August 2020

As we close out summer and the final month of the third quarter, the bond market has been relatively stable compared to the bipolar volatility of the stock market.  Earlier this month, stocks suffered an unexpected downdraft after rising steadily from the March low.  Speculation is that a sizeable Asian-based hedge fund had bought call options on a number of the largest tech equities.  To hedge the sale, the counterparties bought the underlying stocks and inadvertently created a virtuous circle of buying.  Once the hedging was complete, sellers stepped in to take advantage of the unexpectedly attractive prices.  While difficult to quantify the size of the trading, judging by the run up in stock prices and measures of option value, there seems to some inkling of truth to the theory. 

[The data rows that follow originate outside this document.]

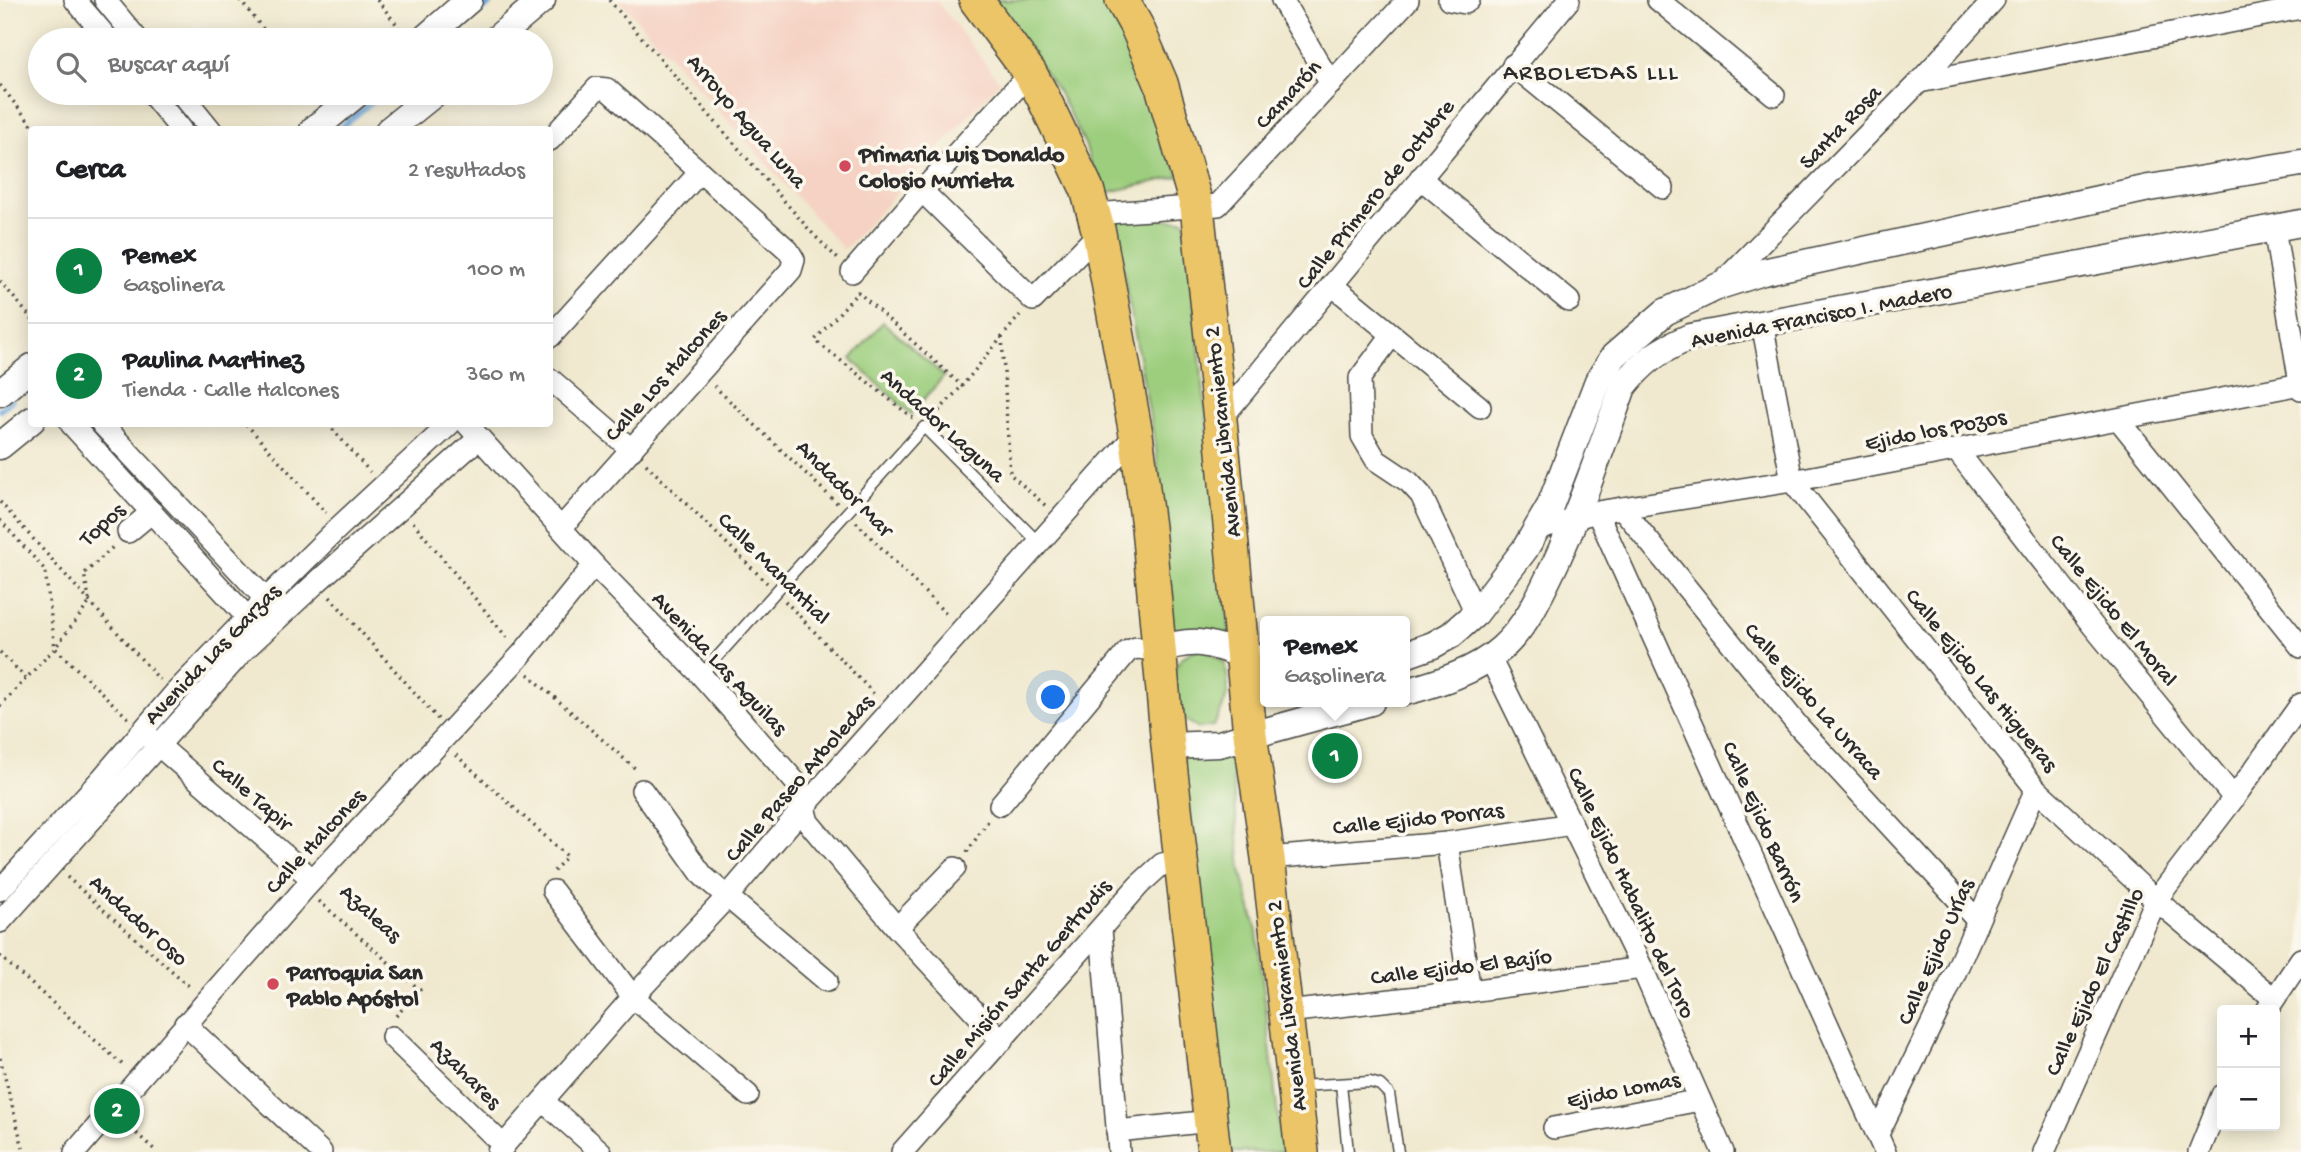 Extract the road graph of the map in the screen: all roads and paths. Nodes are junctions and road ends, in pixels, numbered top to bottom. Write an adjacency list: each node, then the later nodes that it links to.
1 (75, 0): 18 (street)
2 (105, 0): 19 (street)
3 (240, 0): 20 (path)
4 (377, 0): 21 (path)
5 (469, 0): 22 (street)
6 (542, 0): 23 (street)
7 (608, 0): 49 (path, Arroyo Agua Luna)
8 (976, 0): 25 (main road)
9 (1122, 0): 45 (main road, Avenida Libramiento 2)
10 (1282, 0): 27 (street)
11 (1408, 0): 27 (street, Camarón)
12 (1449, 0): 13 (street)
13 (1469, 0)
14 (1569, 0): 24 (street, Calle Primero de Octubre)
15 (1658, 0): 29 (street)
16 (1994, 0): 26 (street, Santa Rosa)
17 (2301, 8): 26 (street)
18 (98, 28)
19 (128, 28)
20 (262, 28)
21 (400, 28)
22 (437, 28)
23 (509, 28)
24 (1513, 65): 42 (street, Calle Primero de Octubre); 43 (street)
25 (1030, 73): 44 (street); 46 (main road)
26 (1919, 82): 52 (street, Santa Rosa)
27 (1331, 84): 45 (street, Camarón)
28 (0, 85): 34 (path)
29 (1774, 95)
30 (161, 105): 35 (street)
31 (191, 105): 36 (street)
32 (343, 105): 37 (street)
33 (418, 105): 38 (street)
34 (33, 126)
35 (178, 126)
36 (208, 126)
37 (318, 126)
38 (394, 126)
39 (553, 137): 41 (street)
40 (2301, 163): 52 (street, Avenida Francisco I. Madero)
41 (699, 172): 57 (street); 61 (street, Calle Los Halcones)
42 (1420, 178): 51 (street, Calle Primero de Octubre); 54 (street)
43 (1663, 188)
44 (922, 191): 49 (street); 53 (street)
45 (1197, 207): 46 (street); 67 (main road, Avenida Libramiento 2)
46 (1096, 223): 53 (street); 77 (main road)
47 (2301, 223): 48 (street, Avenida Francisco I. Madero)
48 (2274, 228): 56 (street, Avenida Francisco I. Madero); 63 (street)
49 (852, 272)
50 (0, 281): 55 (path)
51 (1332, 285): 58 (street); 67 (street, Calle Primero de Octubre)
52 (1719, 286): 92 (street, Avenida Francisco I. Madero)
53 (1033, 300): 59 (path)
54 (1569, 301)
55 (28, 314)
56 (1762, 323): 81 (street, Calle Ejido Las Higueras); 87 (street, Avenida Francisco I. Madero)
57 (553, 334)
58 (1392, 335): 66 (street); 100 (street)
59 (1002, 337): 64 (path); 88 (path, Andador Laguna)
60 (28, 370): 65 (street)
61 (700, 373): 79 (street, Calle Los Halcones); 86 (path, Andador Mar)
62 (553, 382): 79 (street)
63 (2301, 386): 68 (street, Ejido los Pozos)
64 (962, 387): 75 (path); 75 (path, Andador Laguna)
65 (0, 393)
66 (1480, 407)
67 (1220, 420): 108 (main road, Avenida Libramiento 2)
68 (2119, 420): 80 (street, Ejido los Pozos); 103 (street)
69 (28, 423): 78 (street)
70 (74, 427): 85 (street)
71 (105, 427): 99 (street)
72 (249, 427): 90 (path)
73 (331, 427): 82 (path)
74 (447, 427): 82 (street, Avenida Las Garzas)
75 (923, 427): 86 (lane); 94 (lane, Andador Laguna)
76 (473, 431): 91 (street, Avenida Las Aguilas); 96 (street, Avenida Las Garzas)
77 (1136, 434): 88 (street, Calle Paseo Arboledas); 105 (main road)
78 (0, 446)
79 (632, 450): 91 (street, Calle Los Halcones); 97 (path, Calle Manantial)
80 (1957, 451): 81 (street, Ejido los Pozos); 125 (street, Calle Ejido El Moral)
81 (1792, 481): 84 (street, Ejido los Pozos); 123 (street, Calle Ejido Las Higueras)
82 (383, 486): 90 (street, Avenida Las Garzas)
83 (0, 502): 98 (path)
84 (1622, 508): 87 (street, Ejido los Pozos); 139 (street, Calle Ejido La Urraca)
85 (152, 512): 93 (street, Topos); 101 (street)
86 (848, 513): 97 (lane); 102 (path, Andador Mar)
87 (1587, 514): 92 (street, Ejido los Pozos); 109 (street, Avenida Francisco I. Madero); 167 (street, Calle Ejido Barrón)
88 (1061, 519): 94 (street, Calle Paseo Arboledas)
89 (0, 520): 104 (path)
90 (339, 527): 99 (street, Avenida Las Garzas)
91 (561, 528): 95 (street, Avenida Las Aguilas)
92 (1537, 529): 100 (street, Avenida Francisco I. Madero)
93 (128, 532): 98 (path, Topos)
94 (1040, 544): 102 (street, Calle Paseo Arboledas)
95 (594, 565): 110 (street, Avenida Las Aguilas); 119 (street, Calle Halcones)
96 (317, 582): 99 (street, Avenida Las Garzas); 119 (path)
97 (775, 590): 110 (lane); 117 (path, Calle Manantial)
98 (90, 602): 104 (path); 113 (path)
99 (274, 607): 101 (street, Avenida Las Garzas)
100 (1476, 613): 107 (street, Avenida Francisco I. Madero)
101 (255, 625): 113 (street, Avenida Las Garzas); 121 (street, Avenida Las Garzas)
102 (962, 631): 117 (street, Calle Paseo Arboledas)
103 (2301, 646)
104 (55, 648): 111 (path); 118 (path)
105 (1158, 650): 108 (street); 122 (main road); 126 (street)
106 (0, 652): 111 (path)
107 (1410, 653)
108 (1255, 658): 120 (main road, Avenida Libramiento 2)
109 (1490, 658): 112 (street, Avenida Francisco I. Madero); 128 (street, Calle Ejido Habalito del Toro)
110 (701, 675): 127 (street, Avenida Las Aguilas)
111 (26, 678): 115 (path)
112 (1410, 690)
113 (174, 694): 118 (street, Avenida Las Garzas)
114 (2301, 704): 125 (street, Calle Ejido El Castillo)
115 (0, 706)
116 (1352, 707): 120 (street)
117 (891, 712): 127 (street, Calle Paseo Arboledas)
118 (142, 732): 121 (street); 136 (street, Avenida Las Garzas)
119 (450, 733): 134 (path); 135 (street, Calle Halcones)
120 (1251, 734): 122 (street); 130 (main road, Avenida Libramiento 2)
121 (159, 746): 132 (street, Avenida Las Garzas); 135 (street, Calle Tapir)
122 (1168, 746): 131 (main road)
123 (2036, 789): 138 (street, Calle Ejido Las Higueras); 139 (street, Calle Ejido Urías)
124 (642, 790): 137 (street)
125 (2234, 799): 138 (street, Calle Ejido El Castillo)
126 (1000, 805): 133 (path)
127 (804, 807): 137 (street, Calle Paseo Arboledas); 141 (street, Avenida Las Aguilas)
128 (1572, 824): 129 (street, Calle Ejido Porras); 145 (street, Calle Ejido Habalito del Toro)
129 (1447, 843): 130 (street, Calle Ejido Porras); 147 (street)
130 (1268, 858): 151 (main road, Avenida Libramiento 2)
131 (1182, 861): 142 (street, Calle Misión Santa Gertrudis); 165 (main road)
132 (52, 864): 140 (street, Avenida Las Garzas); 149 (path, Andador Oso)
133 (955, 868): 141 (street)
134 (552, 882): 148 (street)
135 (309, 883): 149 (street, Calle Halcones); 153 (path, Azaleas)
136 (0, 890)
137 (727, 897): 146 (street); 148 (street, Calle Paseo Arboledas)
138 (2156, 900): 150 (street, Calle Ejido Las Higueras); 179 (street, Calle Ejido El Castillo)
139 (1977, 920): 167 (street, Calle Ejido Urías)
140 (0, 922)
141 (897, 928): 154 (street, Avenida Las Aguilas)
142 (1101, 929): 154 (street, Calle Misión Santa Gertrudis); 166 (street)
143 (0, 956): 156 (path)
144 (2301, 959): 150 (street)
145 (1642, 968): 147 (street, Calle Ejido El Bajío); 160 (street, Calle Ejido Habalito del Toro)
146 (827, 981)
147 (1470, 991): 151 (street, Calle Ejido El Bajío)
148 (633, 997): 159 (street); 161 (street, Calle Paseo Arboledas)
149 (205, 1001): 152 (street, Calle Halcones)
150 (2270, 1004)
151 (1287, 1012): 158 (main road, Avenida Libramiento 2)
152 (185, 1024): 156 (street, Calle Halcones); 172 (street)
153 (392, 1037): 168 (street, Azahares)
154 (1002, 1041): 174 (street, Calle Misión Santa Gertrudis)
155 (0, 1058): 169 (path)
156 (138, 1079): 163 (street, Calle Halcones)
157 (1341, 1084): 158 (lane); 176 (lane); 177 (lane)
158 (1295, 1087): 175 (main road, Avenida Libramiento 2)
159 (748, 1095)
160 (1700, 1100): 164 (street, Ejido Lomas); 178 (street, Calle Ejido Habalito del Toro)
161 (543, 1101): 168 (street, Calle Paseo Arboledas); 173 (street)
162 (2217, 1107): 180 (street)
163 (112, 1111): 170 (street, Calle Halcones); 171 (path)
164 (1554, 1128)
165 (1212, 1137): 166 (street)
166 (1118, 1141)
167 (1882, 1143)
168 (501, 1149)
169 (24, 1152)
170 (75, 1152)
171 (157, 1152)
172 (321, 1152)
173 (601, 1152)
174 (902, 1152)
175 (1302, 1152)
176 (1348, 1152)
177 (1398, 1152)
178 (1723, 1152)
179 (2044, 1152)
180 (2199, 1152)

What’s certain is that the bond market has been relatively range bound.  The yield-to-maturity on the 10-year note has traded between 0.80% and 0.50%, while the 30-year bond has fluctuated between 1.50% and 1.25%.  We get the sense that traders would like to see interest rate move higher, but the Fed bond buying program is keeping that from happening.  The Fed continues to plow $80 billion per month into the secondary market for Treasury bills, notes, and bonds.  In addition, they have also been buying corporate notes both directly and through Exchange Traded Funds.  However, they’ve been buying the latter at a much smaller pace, and over the last month they haven’t bought at all.  While they may have paused the program, we suspect that they will put it back to work when the stock market suffers from the next meaningful swoon.  As in the most recent episode, by supporting corporate bonds, the Fed is able to avoid having panic spread through the capital markets.  Although, as with most Fed programs, the action artificially suppresses interest rates on most corporate borrowing including those companies with large cash balances.

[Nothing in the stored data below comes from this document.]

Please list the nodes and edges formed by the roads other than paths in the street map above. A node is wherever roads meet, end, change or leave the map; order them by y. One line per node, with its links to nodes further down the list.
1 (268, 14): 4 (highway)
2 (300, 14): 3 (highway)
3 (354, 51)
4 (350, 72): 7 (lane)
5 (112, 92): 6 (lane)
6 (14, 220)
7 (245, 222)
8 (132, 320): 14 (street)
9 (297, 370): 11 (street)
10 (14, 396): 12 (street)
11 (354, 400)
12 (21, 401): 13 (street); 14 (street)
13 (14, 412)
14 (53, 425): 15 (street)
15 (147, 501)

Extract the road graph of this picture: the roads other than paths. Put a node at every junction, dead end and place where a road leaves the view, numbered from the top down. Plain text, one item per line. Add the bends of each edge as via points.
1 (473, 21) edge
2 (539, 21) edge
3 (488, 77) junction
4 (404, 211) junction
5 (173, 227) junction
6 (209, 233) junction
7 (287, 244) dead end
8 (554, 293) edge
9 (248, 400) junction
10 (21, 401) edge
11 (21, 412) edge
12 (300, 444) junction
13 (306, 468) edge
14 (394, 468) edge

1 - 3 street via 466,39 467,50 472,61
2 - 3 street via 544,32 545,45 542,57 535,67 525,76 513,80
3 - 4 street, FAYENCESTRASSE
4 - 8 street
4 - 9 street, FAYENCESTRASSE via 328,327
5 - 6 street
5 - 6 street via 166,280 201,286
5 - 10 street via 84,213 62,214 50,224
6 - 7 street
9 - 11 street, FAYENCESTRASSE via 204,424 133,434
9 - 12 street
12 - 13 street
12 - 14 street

Corporate Management is loving the ultra-low interest rates and have been issuing new debt at ridiculously low levels.  There are many reasons why the artificially low interest rates are bad policy but one of the most glaring is Apple Inc.  In August Apple issued $5.5 Billion in four tranches with maturities ranging from three years to forty years at an average cost of capital of 1.57%.  The yield-to-maturity on the three year notes was 0.55%.  Apple disclosed that the purpose of the debt was to buy back shares, a common practice among major corporations over the last decade.  What’s perplexing is that at the end of the second quarter the cash held on Apple’s balance sheet totaled $193 billion.  It’s as though they view the term structure of interest rates as a financial gift that they just can’t refuse. 

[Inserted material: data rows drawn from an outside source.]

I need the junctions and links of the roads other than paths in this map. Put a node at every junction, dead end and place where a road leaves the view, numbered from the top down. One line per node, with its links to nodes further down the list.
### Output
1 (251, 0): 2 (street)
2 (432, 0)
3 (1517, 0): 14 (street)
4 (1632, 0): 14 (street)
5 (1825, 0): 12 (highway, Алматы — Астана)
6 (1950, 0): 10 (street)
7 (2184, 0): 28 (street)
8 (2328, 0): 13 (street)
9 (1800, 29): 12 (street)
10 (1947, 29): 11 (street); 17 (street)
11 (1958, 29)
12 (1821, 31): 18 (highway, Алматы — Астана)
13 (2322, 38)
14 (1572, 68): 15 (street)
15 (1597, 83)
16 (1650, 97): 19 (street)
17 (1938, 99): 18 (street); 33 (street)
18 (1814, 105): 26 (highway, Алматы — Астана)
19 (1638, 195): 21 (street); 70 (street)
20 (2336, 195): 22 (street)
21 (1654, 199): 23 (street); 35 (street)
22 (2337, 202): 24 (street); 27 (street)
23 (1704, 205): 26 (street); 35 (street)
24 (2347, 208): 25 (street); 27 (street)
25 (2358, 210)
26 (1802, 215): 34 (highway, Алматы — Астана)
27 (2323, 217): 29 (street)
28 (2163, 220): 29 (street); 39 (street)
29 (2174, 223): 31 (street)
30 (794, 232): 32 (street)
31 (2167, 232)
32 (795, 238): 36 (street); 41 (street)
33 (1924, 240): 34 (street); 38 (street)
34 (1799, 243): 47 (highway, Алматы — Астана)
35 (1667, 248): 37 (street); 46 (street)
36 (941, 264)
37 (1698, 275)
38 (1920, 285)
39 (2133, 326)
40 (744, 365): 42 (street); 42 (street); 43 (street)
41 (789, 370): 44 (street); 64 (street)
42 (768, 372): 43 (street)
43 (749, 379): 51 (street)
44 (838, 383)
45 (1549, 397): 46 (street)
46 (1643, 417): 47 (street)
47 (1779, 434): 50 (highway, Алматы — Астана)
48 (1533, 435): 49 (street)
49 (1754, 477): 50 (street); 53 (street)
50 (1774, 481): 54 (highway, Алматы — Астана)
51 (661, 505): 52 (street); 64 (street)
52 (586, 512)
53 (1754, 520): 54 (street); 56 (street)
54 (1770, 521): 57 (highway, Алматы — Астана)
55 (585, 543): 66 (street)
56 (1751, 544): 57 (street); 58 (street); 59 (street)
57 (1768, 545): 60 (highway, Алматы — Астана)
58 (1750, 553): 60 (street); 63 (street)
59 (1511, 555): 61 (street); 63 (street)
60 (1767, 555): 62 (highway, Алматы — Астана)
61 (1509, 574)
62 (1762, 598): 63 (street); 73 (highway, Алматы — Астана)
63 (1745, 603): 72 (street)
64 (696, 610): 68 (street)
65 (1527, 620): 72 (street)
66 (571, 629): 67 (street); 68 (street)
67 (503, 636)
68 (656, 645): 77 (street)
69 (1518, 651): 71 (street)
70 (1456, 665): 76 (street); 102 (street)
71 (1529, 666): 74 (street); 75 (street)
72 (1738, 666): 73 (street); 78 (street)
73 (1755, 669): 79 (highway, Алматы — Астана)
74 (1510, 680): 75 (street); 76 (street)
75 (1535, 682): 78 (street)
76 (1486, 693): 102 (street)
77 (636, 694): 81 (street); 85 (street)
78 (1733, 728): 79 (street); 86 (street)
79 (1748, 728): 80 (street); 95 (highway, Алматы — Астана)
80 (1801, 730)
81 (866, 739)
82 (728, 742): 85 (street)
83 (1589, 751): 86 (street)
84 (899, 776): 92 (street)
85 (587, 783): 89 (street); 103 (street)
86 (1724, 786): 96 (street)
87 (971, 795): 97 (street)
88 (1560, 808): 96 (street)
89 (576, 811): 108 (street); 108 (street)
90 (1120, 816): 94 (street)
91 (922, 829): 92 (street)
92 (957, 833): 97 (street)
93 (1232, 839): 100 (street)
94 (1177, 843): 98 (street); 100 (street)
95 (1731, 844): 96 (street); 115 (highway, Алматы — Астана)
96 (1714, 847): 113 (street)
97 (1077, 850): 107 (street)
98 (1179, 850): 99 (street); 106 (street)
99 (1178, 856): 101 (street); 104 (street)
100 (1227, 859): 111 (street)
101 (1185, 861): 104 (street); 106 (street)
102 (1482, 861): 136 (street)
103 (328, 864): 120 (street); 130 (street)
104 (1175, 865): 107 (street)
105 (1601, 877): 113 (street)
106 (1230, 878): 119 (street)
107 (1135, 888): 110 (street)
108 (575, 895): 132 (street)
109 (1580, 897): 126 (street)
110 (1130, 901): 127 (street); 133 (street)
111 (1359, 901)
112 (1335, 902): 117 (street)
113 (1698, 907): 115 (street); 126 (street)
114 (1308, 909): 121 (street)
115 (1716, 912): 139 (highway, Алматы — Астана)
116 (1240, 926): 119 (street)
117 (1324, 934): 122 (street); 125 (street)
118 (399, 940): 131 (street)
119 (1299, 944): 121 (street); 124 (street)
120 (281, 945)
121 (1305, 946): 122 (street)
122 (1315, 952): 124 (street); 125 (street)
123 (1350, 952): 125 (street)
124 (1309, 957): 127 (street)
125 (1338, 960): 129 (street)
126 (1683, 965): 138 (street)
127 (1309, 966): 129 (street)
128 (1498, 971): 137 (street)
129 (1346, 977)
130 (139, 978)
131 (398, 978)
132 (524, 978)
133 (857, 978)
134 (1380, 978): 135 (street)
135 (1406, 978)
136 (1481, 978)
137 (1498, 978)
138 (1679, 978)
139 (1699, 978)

But Apple is not an isolated instance.  Year-to-date, corporate bond issuance totaled more than $1.9 trillion, more than last year’s total issuance, with much of that coming over the summer.  We expect that issuance will continue as the quarter comes to an end and into earnings season.  However, there really is no rush to issue debt as the members of the Open Market Committee have all but explicitly said that they intend to keep the overnight rate at the current level for years and have threatened to impose yield curve controls should long maturity interest rates rise.